____ EXERCISE MATERIAL

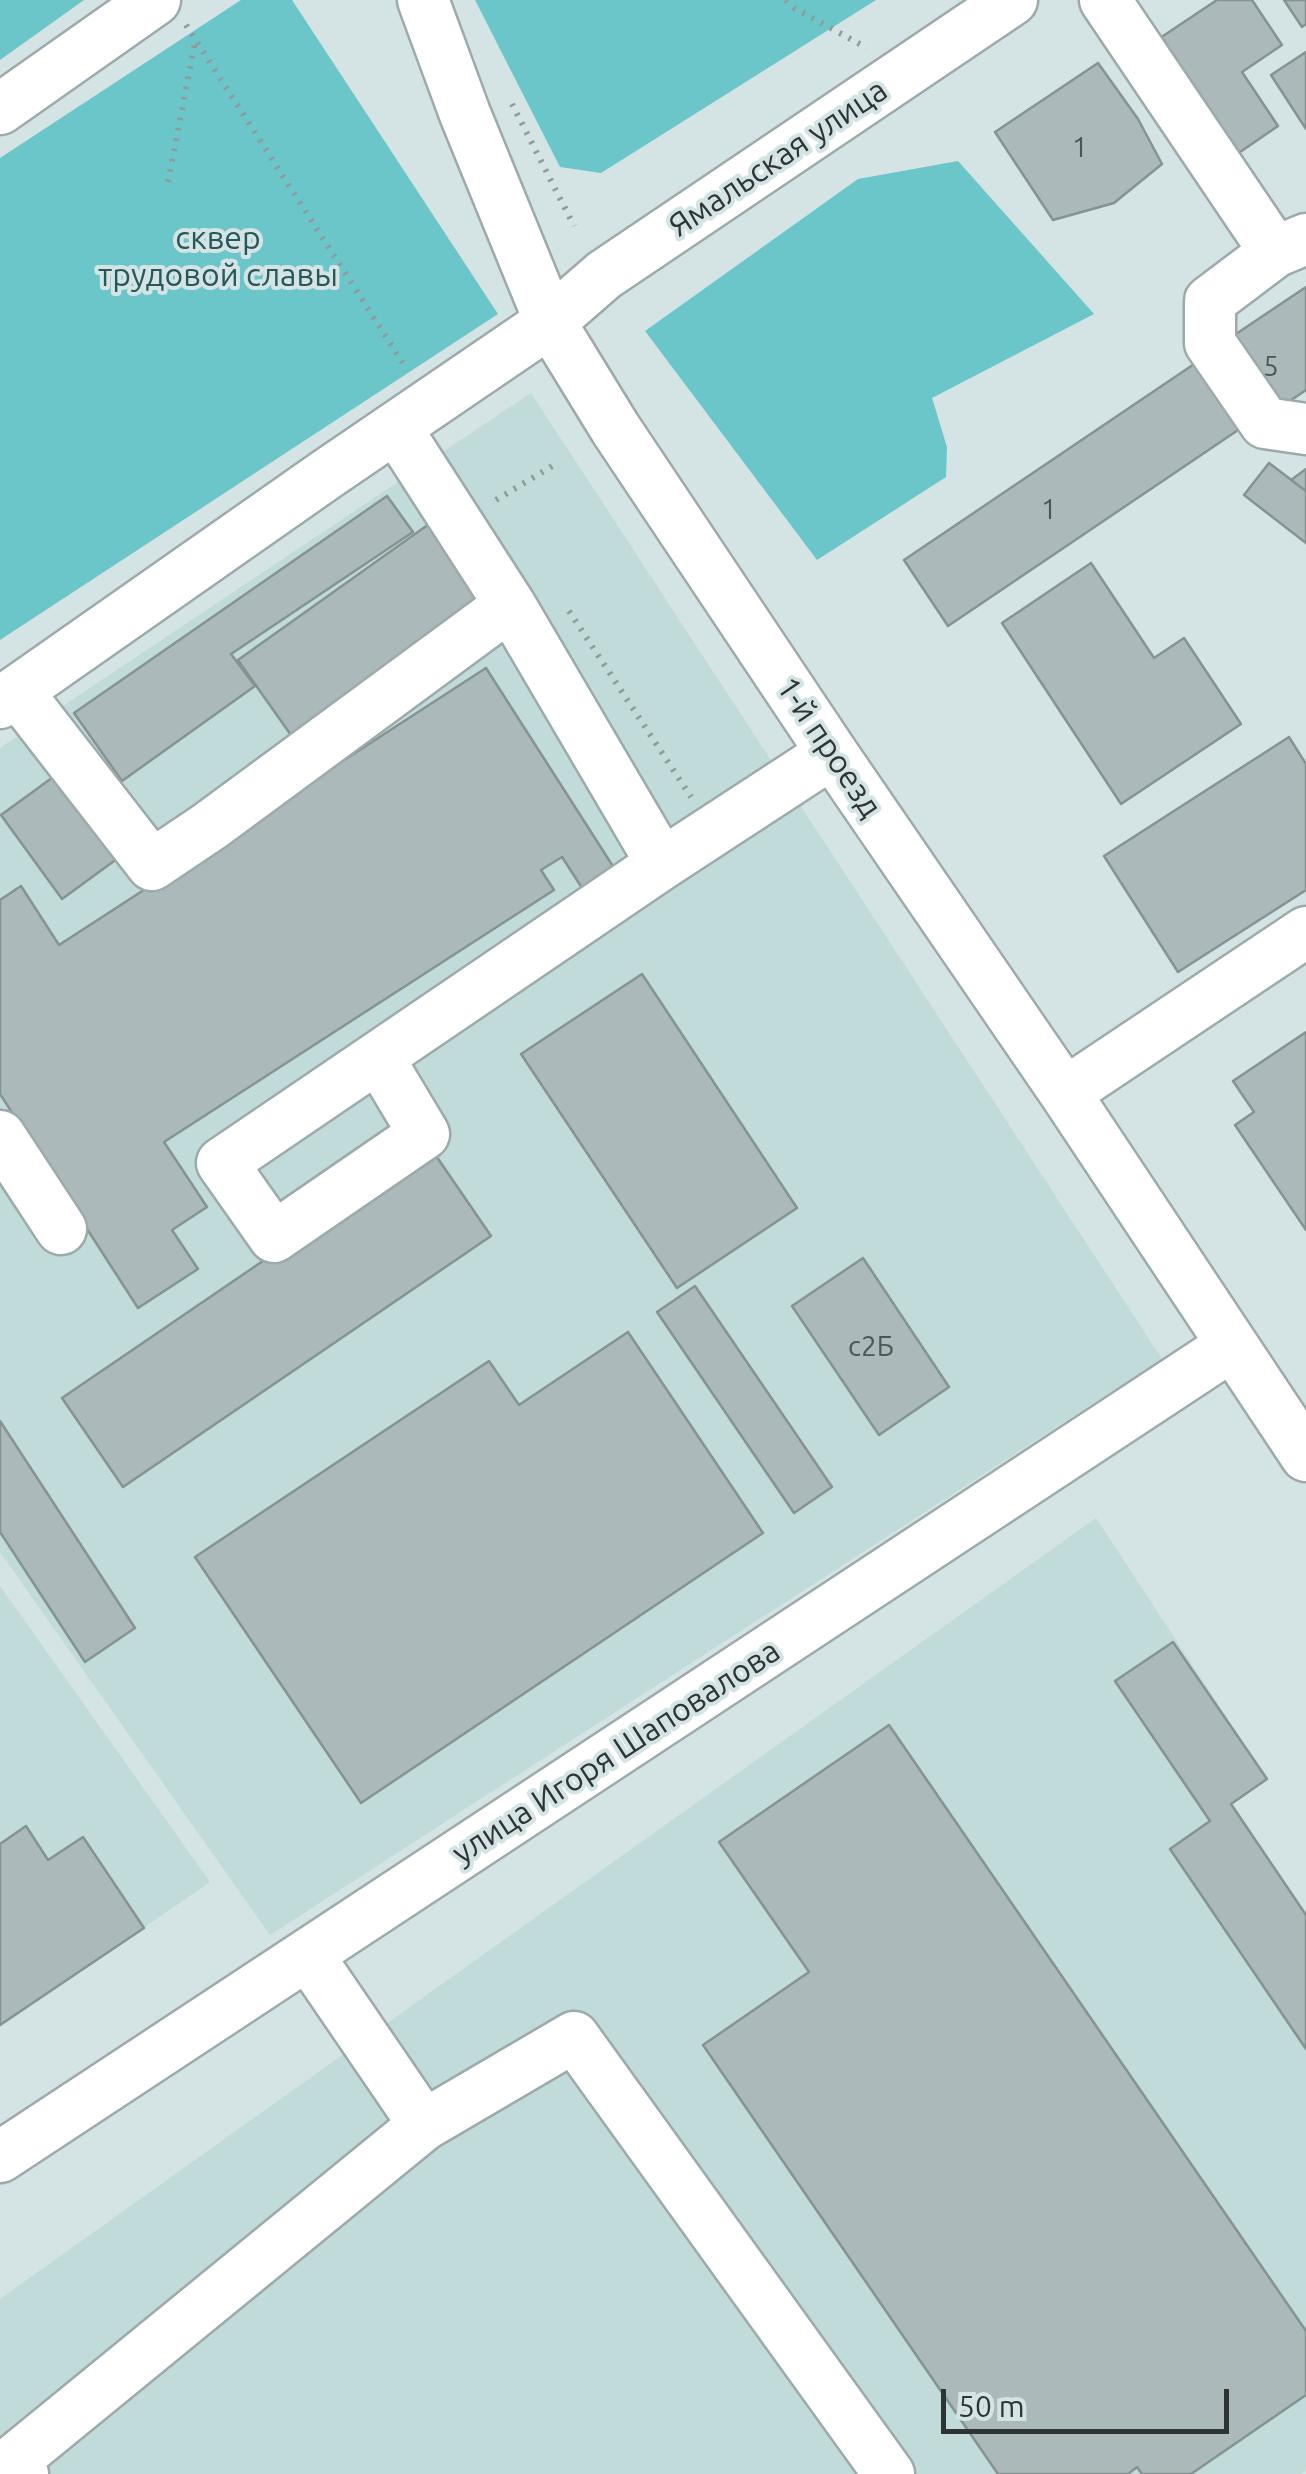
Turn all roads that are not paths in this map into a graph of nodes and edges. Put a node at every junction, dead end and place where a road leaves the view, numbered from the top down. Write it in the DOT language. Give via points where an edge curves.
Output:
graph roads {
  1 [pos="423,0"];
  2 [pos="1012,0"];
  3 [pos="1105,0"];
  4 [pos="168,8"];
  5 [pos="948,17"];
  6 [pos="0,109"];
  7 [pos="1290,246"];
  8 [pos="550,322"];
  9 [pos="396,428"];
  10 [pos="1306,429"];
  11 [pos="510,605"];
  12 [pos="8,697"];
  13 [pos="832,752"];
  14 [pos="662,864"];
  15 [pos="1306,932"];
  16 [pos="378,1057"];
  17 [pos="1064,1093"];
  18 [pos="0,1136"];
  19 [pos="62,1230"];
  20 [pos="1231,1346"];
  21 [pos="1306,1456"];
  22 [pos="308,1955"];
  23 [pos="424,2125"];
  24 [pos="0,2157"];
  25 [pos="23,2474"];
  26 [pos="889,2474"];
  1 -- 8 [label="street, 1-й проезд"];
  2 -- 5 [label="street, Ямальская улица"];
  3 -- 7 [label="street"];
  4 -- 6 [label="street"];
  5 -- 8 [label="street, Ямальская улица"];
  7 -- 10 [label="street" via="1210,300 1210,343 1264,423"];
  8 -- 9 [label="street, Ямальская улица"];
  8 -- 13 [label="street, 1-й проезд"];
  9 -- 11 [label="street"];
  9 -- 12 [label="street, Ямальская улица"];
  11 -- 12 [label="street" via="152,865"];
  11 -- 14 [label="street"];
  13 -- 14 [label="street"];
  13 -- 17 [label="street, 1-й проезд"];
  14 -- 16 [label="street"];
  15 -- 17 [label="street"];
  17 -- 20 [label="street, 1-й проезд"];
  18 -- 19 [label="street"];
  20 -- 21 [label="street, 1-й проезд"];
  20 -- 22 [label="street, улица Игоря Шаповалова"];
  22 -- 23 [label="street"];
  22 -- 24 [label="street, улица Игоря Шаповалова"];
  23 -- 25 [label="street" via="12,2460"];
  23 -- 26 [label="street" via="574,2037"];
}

________

◆ WORK REQUIRED
Output every line of the records exactly, excluding all pictures.

◆ ANSWER TO THE PROBLEM
Turn all roads that are not paths in this map into a graph of nodes and edges. Put a node at every junction, dead end and place where a road leaves the view, numbered from the top down. Write it in the DOT language. Give via points where an edge curves.
Output:
graph roads {
  1 [pos="423,0"];
  2 [pos="1012,0"];
  3 [pos="1105,0"];
  4 [pos="168,8"];
  5 [pos="948,17"];
  6 [pos="0,109"];
  7 [pos="1290,246"];
  8 [pos="550,322"];
  9 [pos="396,428"];
  10 [pos="1306,429"];
  11 [pos="510,605"];
  12 [pos="8,697"];
  13 [pos="832,752"];
  14 [pos="662,864"];
  15 [pos="1306,932"];
  16 [pos="378,1057"];
  17 [pos="1064,1093"];
  18 [pos="0,1136"];
  19 [pos="62,1230"];
  20 [pos="1231,1346"];
  21 [pos="1306,1456"];
  22 [pos="308,1955"];
  23 [pos="424,2125"];
  24 [pos="0,2157"];
  25 [pos="23,2474"];
  26 [pos="889,2474"];
  1 -- 8 [label="street, 1-й проезд"];
  2 -- 5 [label="street, Ямальская улица"];
  3 -- 7 [label="street"];
  4 -- 6 [label="street"];
  5 -- 8 [label="street, Ямальская улица"];
  7 -- 10 [label="street" via="1210,300 1210,343 1264,423"];
  8 -- 9 [label="street, Ямальская улица"];
  8 -- 13 [label="street, 1-й проезд"];
  9 -- 11 [label="street"];
  9 -- 12 [label="street, Ямальская улица"];
  11 -- 12 [label="street" via="152,865"];
  11 -- 14 [label="street"];
  13 -- 14 [label="street"];
  13 -- 17 [label="street, 1-й проезд"];
  14 -- 16 [label="street"];
  15 -- 17 [label="street"];
  17 -- 20 [label="street, 1-й проезд"];
  18 -- 19 [label="street"];
  20 -- 21 [label="street, 1-й проезд"];
  20 -- 22 [label="street, улица Игоря Шаповалова"];
  22 -- 23 [label="street"];
  22 -- 24 [label="street, улица Игоря Шаповалова"];
  23 -- 25 [label="street" via="12,2460"];
  23 -- 26 [label="street" via="574,2037"];
}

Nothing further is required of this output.